▸ **What to produce**: Your answer should be one number, the count of lines in the listing below containing the word "Fable".

•••

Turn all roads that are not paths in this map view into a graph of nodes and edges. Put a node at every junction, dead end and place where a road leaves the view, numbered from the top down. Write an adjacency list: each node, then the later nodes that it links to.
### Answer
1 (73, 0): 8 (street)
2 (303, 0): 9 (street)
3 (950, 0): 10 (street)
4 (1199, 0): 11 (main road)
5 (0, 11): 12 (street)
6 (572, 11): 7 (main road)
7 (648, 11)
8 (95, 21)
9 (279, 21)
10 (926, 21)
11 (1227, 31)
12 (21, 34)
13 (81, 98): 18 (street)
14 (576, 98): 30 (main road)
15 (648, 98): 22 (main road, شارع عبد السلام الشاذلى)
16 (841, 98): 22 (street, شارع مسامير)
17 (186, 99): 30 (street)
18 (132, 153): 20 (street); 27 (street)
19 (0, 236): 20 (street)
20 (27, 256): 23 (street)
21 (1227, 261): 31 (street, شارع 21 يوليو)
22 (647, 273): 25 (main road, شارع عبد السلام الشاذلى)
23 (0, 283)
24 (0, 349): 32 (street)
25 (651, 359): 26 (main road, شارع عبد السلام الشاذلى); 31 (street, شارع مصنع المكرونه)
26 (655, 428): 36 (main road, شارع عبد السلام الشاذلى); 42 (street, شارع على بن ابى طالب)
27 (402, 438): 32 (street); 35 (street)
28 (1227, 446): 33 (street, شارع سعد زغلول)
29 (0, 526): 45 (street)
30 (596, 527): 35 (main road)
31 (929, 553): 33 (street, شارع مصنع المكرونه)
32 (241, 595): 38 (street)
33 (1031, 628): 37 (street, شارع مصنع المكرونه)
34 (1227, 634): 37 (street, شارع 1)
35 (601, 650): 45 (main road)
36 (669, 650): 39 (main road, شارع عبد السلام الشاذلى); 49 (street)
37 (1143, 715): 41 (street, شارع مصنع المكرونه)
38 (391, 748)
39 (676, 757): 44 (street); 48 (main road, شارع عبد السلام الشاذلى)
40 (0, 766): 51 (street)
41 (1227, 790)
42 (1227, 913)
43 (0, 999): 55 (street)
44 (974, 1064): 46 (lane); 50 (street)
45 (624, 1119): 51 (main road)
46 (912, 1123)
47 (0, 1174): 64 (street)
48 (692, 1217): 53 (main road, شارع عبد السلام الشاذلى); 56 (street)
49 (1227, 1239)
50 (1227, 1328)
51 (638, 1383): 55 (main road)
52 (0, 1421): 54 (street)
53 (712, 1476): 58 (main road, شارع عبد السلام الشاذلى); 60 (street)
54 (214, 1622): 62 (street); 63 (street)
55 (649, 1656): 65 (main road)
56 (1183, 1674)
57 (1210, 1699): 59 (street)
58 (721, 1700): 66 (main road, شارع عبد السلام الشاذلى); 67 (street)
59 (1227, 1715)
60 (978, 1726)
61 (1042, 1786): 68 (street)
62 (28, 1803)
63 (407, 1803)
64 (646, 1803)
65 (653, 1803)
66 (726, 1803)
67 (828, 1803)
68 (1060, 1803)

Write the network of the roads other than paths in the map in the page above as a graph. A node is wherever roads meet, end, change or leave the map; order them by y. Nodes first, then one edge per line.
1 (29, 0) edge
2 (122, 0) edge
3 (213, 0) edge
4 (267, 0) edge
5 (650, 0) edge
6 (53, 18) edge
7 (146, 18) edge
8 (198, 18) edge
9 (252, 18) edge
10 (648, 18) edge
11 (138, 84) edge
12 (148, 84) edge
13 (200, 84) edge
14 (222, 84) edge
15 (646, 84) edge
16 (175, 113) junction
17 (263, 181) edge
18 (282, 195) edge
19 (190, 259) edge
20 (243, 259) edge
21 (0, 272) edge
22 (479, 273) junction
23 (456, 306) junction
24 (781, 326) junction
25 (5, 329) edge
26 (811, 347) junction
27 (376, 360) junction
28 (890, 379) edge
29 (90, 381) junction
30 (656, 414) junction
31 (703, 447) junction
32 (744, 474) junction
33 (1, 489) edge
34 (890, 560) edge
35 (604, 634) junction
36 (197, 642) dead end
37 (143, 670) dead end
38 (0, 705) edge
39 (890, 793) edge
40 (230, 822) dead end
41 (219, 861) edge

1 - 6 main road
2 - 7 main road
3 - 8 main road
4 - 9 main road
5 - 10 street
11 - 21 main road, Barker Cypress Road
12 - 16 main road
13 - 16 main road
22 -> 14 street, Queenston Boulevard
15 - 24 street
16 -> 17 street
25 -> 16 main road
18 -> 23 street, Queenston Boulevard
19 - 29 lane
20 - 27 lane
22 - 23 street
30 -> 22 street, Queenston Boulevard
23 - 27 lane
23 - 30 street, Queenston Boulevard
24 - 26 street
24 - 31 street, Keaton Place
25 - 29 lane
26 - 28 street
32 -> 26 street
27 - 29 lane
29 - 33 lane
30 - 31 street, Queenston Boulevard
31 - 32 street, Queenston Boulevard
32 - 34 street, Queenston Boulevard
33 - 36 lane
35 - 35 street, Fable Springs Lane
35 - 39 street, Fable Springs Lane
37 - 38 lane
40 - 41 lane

•••

▸ **Response to this exercise**: 2